The heads laughed once more before the older man spoke alone. “You do not need Hatter.”
I stomped my foot, fingers curling into fists. “Do not tell me what I need. I’ve been all over the Underground trying to find him. Everything has led me here. The queen even said she put him here. And yet...” I spun in a circle arms and hands out to my sides. “He is not here. So that means he must have gotten out somehow unless... you killed him?”
My eyes narrowed on the heads, magic crackling in my fists.
The Bandersnatch’s eyes widened and they bobbed rapidly in the air, faster than it had moved the entire time I was here. “No, we did not kill your Hatter.”
“Then. Where. Is. He?”
My patience was running paper thin. I did not like to be led around by the nose. The fae had me by the tip, and I had enough. No more running around. No more games. I wanted Hatter, and I wanted him now.
The heads exchanged a look between them before the younger woman head spoke. “We do not know. He was here one moment and then gone.”
“Not before the rambling creature gave us the sickness.” The older woman spat with a snarl on her face. “Reaper take him.”
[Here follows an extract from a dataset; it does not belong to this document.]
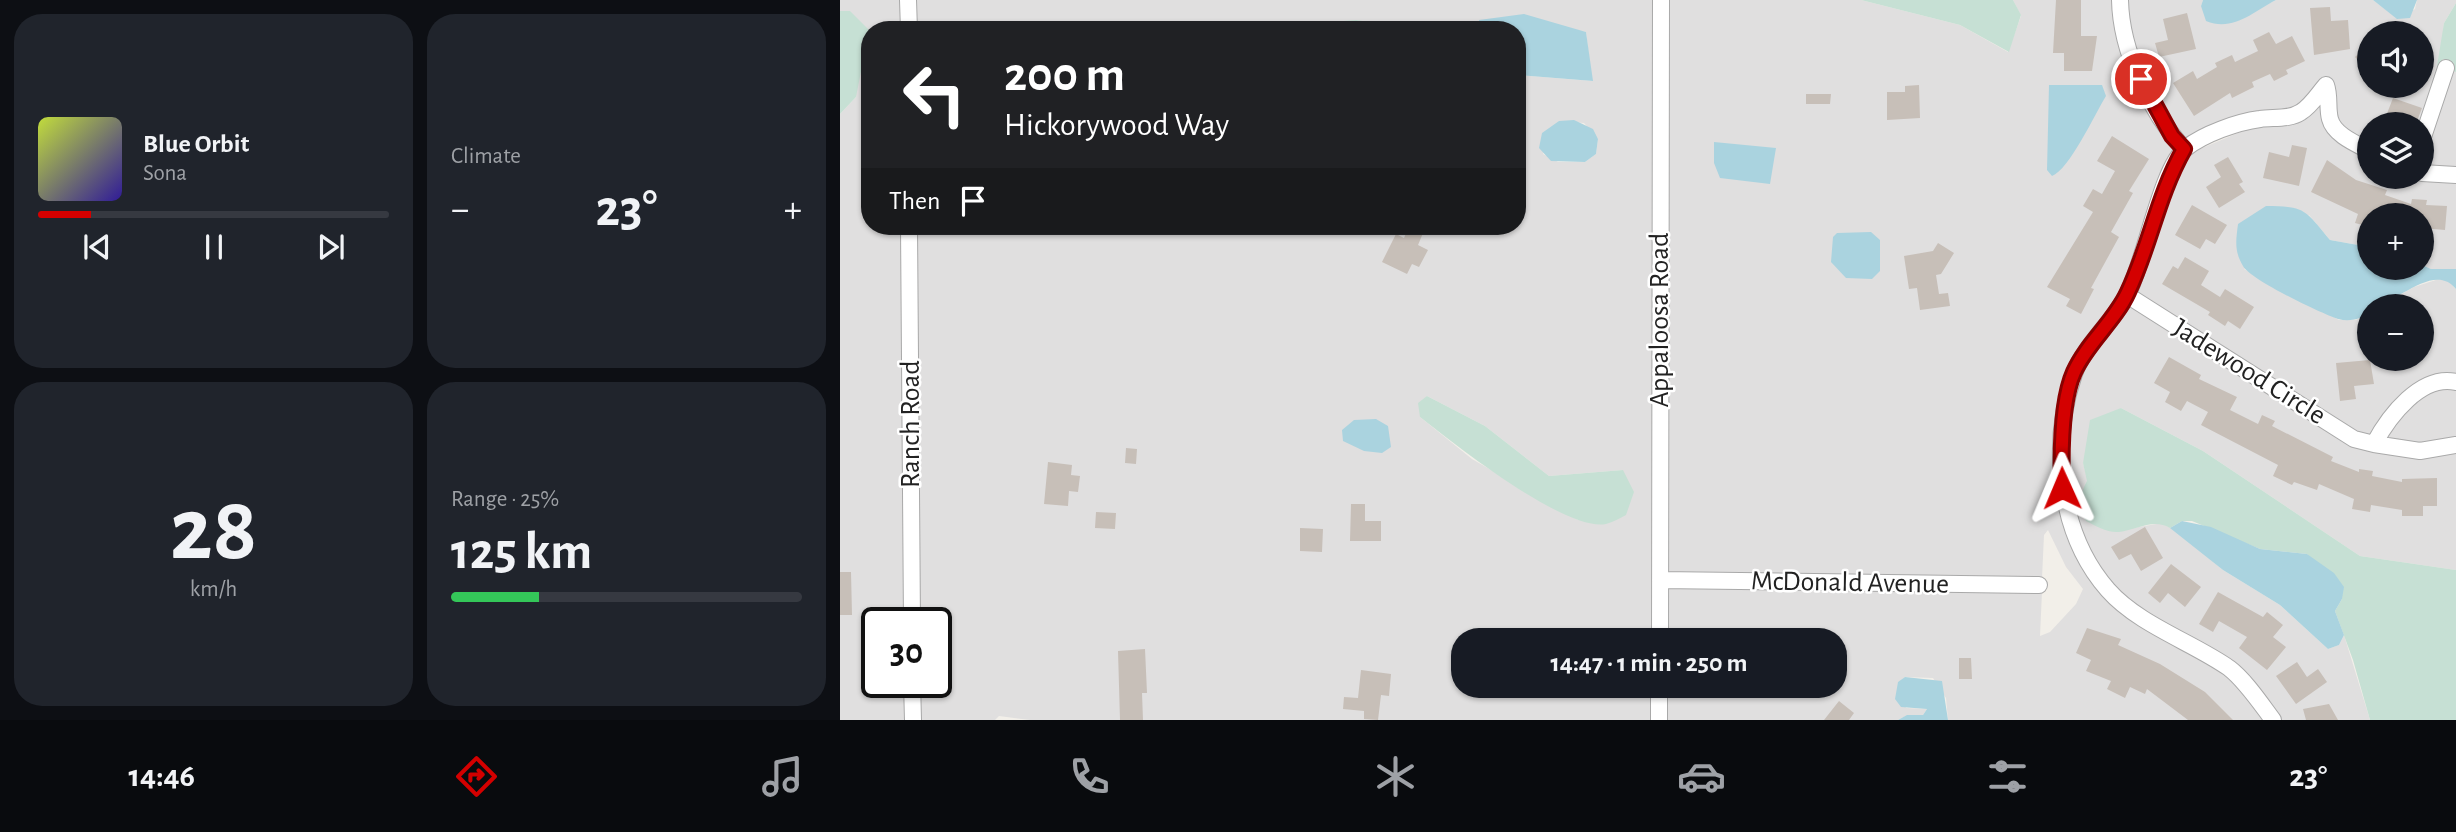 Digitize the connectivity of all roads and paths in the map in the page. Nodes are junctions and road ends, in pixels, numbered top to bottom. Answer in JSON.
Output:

“He didn’t give you the sickness.” I rolled my eyes, plopping my hands on my hips. “You can’t catch it.”
“Yes, he did,” the head argued back. “We did not have the sickness and thenhecame. Now after a millennium of existence, we are going to die.” The two females broke down into the tears, their heads shuddering as if they had a body to go with it.
“Calm yourselves,” the younger male face snapped. “We are not going to die.”
“No,” the older male calmly stated. “We are not.”